[Exercise directions]
Examine every line of the listing below. Count those containing "HÄMEENLINNANVÄYLÄ" and state only the result.

********

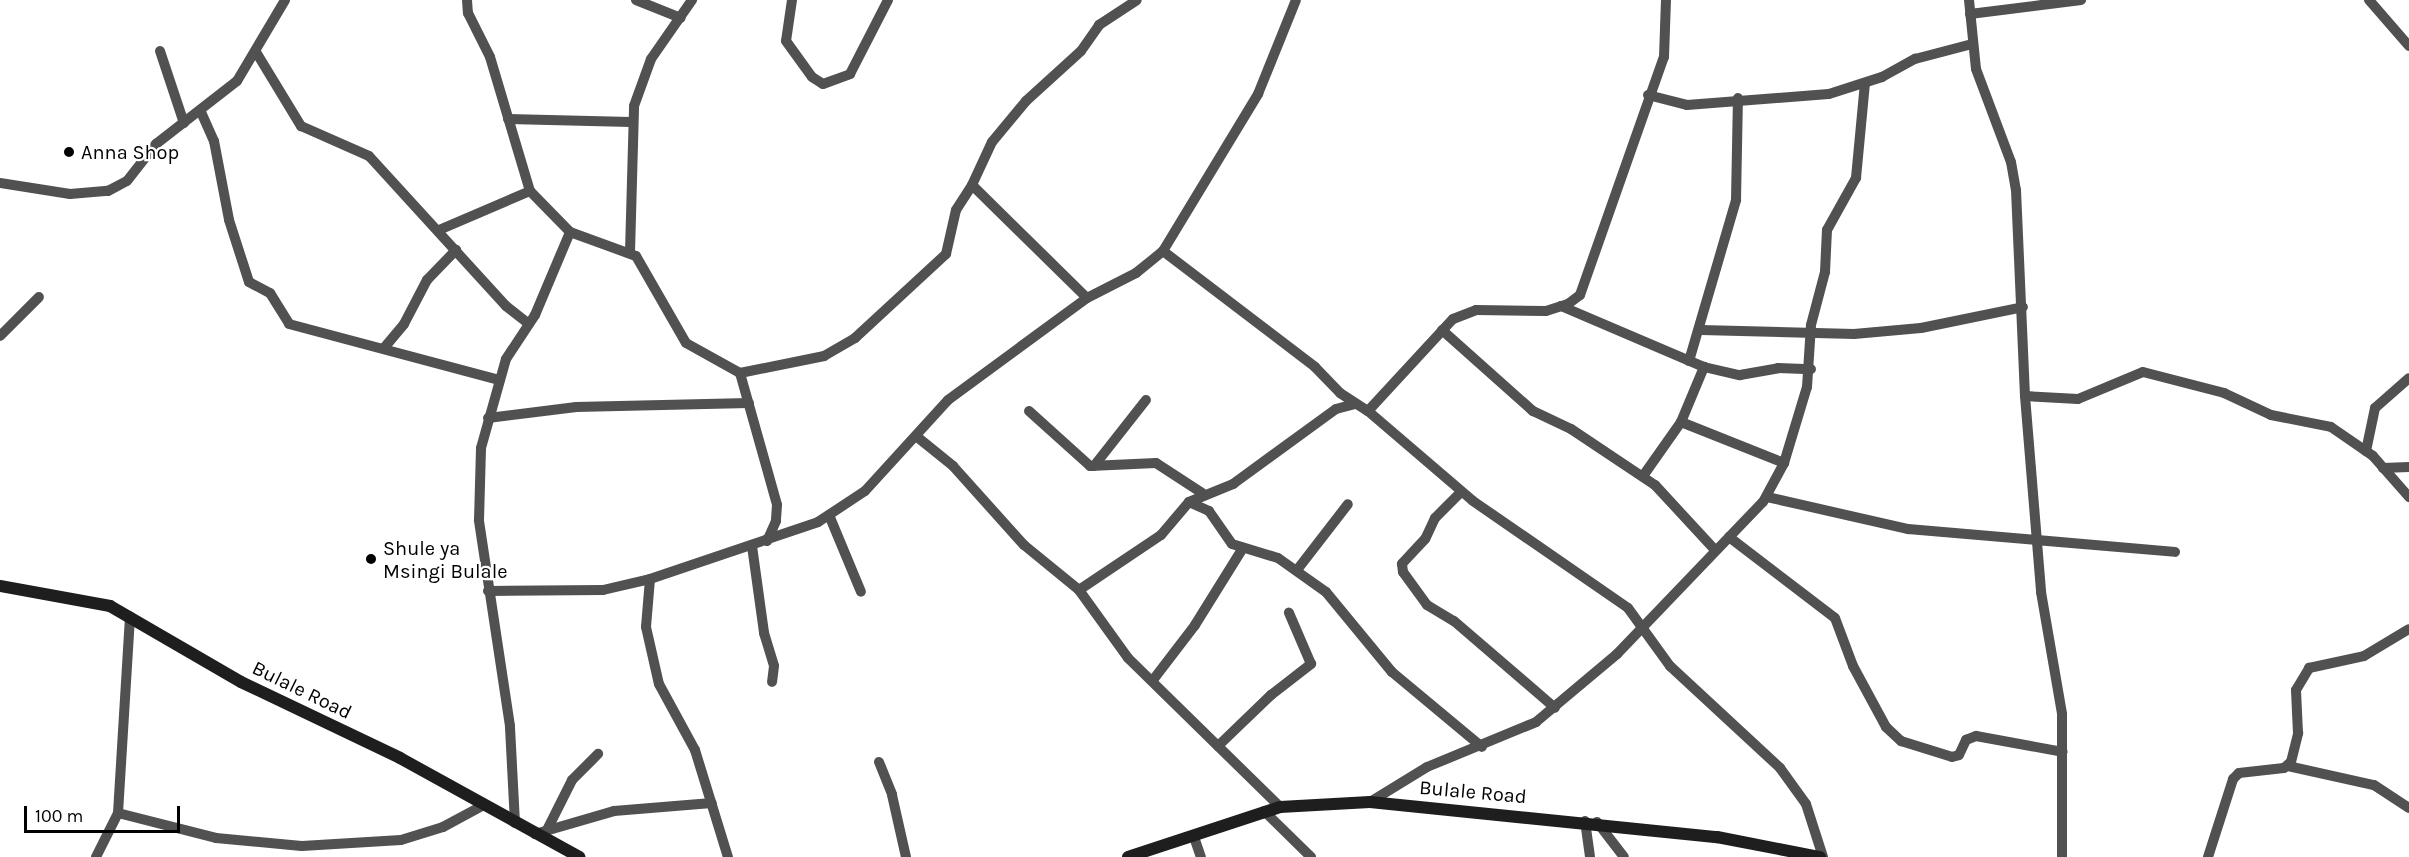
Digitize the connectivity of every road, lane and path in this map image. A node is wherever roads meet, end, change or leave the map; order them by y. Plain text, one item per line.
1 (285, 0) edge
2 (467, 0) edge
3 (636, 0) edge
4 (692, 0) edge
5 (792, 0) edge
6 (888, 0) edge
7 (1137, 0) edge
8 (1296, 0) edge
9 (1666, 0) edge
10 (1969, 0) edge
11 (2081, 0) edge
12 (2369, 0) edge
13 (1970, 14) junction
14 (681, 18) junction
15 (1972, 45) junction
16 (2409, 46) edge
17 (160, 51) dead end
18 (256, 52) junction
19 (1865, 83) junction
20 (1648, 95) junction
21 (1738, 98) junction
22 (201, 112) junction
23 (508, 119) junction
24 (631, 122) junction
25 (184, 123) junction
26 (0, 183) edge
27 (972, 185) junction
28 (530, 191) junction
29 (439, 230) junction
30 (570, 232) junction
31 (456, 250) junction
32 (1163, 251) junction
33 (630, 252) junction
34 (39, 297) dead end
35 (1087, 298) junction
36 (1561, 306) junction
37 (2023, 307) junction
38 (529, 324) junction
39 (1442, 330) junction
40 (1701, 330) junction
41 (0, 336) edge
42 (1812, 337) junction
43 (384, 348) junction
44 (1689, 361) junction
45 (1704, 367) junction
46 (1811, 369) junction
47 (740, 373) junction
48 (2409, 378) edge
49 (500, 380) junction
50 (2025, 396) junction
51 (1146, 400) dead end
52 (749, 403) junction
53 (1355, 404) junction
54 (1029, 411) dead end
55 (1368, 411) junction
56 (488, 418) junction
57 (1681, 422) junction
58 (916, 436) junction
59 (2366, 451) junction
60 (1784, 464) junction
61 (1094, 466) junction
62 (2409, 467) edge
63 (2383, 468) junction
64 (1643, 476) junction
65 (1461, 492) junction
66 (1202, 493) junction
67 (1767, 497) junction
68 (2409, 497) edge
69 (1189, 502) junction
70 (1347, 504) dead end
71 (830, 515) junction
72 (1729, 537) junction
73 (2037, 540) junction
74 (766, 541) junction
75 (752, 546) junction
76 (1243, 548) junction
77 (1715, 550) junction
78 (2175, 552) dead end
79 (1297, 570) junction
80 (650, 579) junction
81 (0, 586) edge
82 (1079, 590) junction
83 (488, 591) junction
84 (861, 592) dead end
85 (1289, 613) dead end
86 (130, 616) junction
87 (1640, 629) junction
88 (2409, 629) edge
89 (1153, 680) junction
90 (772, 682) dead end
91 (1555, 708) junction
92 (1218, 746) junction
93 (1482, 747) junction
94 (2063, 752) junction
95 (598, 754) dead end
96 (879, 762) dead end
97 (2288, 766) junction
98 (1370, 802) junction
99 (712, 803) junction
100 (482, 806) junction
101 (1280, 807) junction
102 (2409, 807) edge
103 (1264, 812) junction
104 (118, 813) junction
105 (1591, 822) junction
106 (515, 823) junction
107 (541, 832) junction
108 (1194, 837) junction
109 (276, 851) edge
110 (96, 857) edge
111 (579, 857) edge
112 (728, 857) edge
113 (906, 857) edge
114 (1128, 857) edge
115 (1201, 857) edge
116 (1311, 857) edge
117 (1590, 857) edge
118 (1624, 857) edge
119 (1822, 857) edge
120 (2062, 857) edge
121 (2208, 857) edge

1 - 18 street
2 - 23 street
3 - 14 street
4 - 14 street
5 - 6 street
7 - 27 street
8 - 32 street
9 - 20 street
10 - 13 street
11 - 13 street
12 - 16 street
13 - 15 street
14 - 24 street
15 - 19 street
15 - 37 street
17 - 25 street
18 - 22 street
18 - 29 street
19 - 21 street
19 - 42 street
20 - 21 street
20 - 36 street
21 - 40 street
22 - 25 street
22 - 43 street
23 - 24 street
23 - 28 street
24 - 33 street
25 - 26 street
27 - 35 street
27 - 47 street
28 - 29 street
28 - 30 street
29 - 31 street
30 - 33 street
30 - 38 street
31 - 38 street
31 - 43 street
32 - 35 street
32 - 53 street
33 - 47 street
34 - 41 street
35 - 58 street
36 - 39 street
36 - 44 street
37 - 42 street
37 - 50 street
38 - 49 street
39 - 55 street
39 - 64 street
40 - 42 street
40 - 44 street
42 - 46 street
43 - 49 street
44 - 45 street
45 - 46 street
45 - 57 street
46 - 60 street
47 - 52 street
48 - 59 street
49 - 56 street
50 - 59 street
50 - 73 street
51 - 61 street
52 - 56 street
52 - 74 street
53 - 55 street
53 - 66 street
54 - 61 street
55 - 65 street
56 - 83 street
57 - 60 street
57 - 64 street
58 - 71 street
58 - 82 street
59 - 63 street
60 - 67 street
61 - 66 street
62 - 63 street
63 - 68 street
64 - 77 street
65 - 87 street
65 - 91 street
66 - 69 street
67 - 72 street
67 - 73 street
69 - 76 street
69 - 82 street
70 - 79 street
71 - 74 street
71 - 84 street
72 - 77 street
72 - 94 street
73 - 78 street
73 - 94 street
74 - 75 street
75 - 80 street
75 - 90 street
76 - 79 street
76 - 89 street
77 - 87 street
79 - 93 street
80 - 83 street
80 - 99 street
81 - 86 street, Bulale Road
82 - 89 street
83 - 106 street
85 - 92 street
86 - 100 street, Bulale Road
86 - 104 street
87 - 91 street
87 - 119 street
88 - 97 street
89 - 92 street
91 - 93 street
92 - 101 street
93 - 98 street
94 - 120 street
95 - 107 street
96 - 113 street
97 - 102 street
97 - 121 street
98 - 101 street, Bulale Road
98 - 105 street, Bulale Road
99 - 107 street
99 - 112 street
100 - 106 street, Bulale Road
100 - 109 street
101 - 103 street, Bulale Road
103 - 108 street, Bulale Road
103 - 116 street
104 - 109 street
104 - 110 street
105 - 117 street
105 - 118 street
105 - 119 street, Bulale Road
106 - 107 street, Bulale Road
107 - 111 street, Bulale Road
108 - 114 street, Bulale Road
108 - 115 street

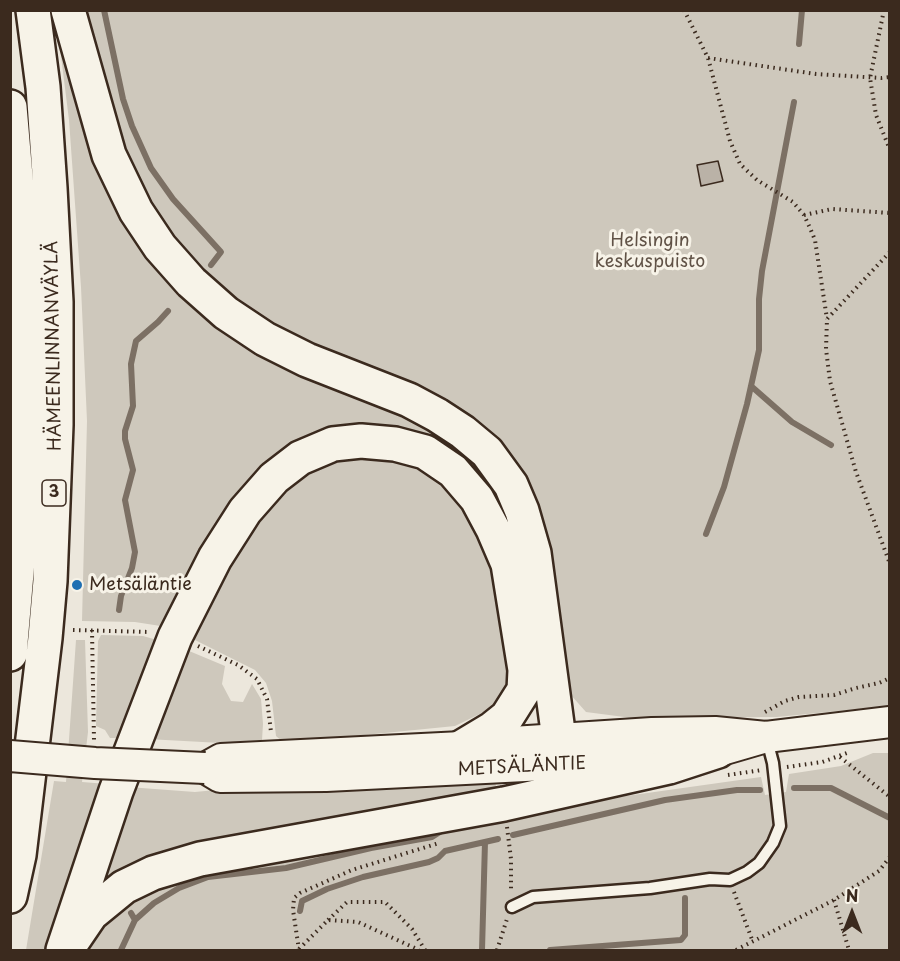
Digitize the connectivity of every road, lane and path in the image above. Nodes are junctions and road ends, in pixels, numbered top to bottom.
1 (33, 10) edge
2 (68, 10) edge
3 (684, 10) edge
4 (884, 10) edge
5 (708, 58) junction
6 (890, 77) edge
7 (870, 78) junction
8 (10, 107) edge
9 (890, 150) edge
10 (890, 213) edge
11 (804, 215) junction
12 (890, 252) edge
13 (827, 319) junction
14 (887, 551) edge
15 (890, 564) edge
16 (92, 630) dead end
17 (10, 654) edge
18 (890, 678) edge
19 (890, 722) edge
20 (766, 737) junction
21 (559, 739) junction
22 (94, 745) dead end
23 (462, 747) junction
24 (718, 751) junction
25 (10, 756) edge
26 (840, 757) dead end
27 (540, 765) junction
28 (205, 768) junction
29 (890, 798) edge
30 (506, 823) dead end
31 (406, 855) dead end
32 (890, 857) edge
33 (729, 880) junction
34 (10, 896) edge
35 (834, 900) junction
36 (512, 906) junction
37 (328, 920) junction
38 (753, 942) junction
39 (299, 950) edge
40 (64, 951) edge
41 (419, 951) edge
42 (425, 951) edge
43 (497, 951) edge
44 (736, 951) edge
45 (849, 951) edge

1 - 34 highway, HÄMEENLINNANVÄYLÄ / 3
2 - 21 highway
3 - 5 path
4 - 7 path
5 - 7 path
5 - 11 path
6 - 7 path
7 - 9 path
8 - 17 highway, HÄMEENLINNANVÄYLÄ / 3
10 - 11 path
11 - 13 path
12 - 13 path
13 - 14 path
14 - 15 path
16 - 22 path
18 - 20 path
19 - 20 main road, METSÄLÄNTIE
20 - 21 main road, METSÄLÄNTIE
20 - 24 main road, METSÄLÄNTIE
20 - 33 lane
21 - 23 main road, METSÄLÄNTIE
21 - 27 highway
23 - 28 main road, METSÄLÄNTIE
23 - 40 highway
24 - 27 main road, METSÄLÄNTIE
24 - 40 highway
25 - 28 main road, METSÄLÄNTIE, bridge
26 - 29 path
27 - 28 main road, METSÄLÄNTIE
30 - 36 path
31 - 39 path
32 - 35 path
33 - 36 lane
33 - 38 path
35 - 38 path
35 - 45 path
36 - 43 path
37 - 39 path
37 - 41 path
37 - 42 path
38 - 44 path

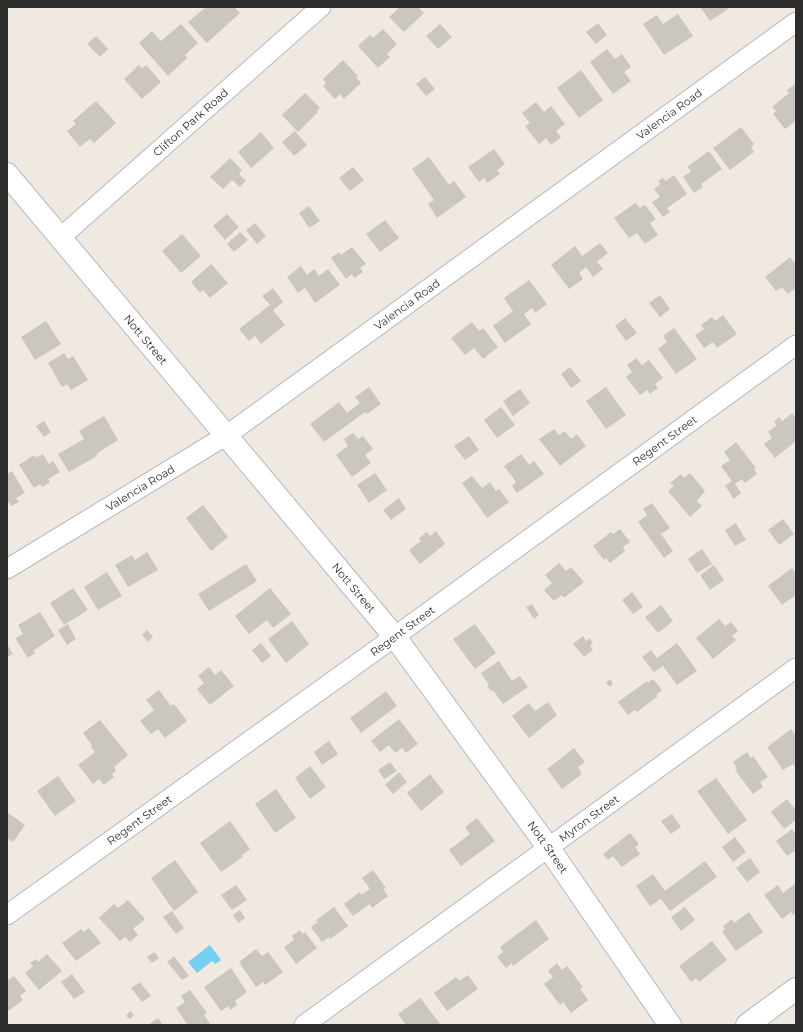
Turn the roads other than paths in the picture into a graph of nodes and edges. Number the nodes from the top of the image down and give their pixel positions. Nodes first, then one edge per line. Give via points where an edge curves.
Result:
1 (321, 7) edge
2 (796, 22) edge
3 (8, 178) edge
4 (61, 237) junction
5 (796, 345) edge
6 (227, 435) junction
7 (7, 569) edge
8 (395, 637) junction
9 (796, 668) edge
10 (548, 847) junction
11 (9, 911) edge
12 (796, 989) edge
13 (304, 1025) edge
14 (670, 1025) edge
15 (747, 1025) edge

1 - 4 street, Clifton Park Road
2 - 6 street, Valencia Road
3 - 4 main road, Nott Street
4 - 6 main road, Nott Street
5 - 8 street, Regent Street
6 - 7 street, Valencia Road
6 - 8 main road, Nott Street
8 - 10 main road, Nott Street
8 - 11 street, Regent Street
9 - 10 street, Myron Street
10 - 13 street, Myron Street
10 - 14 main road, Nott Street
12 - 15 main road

********

[The completed task]
2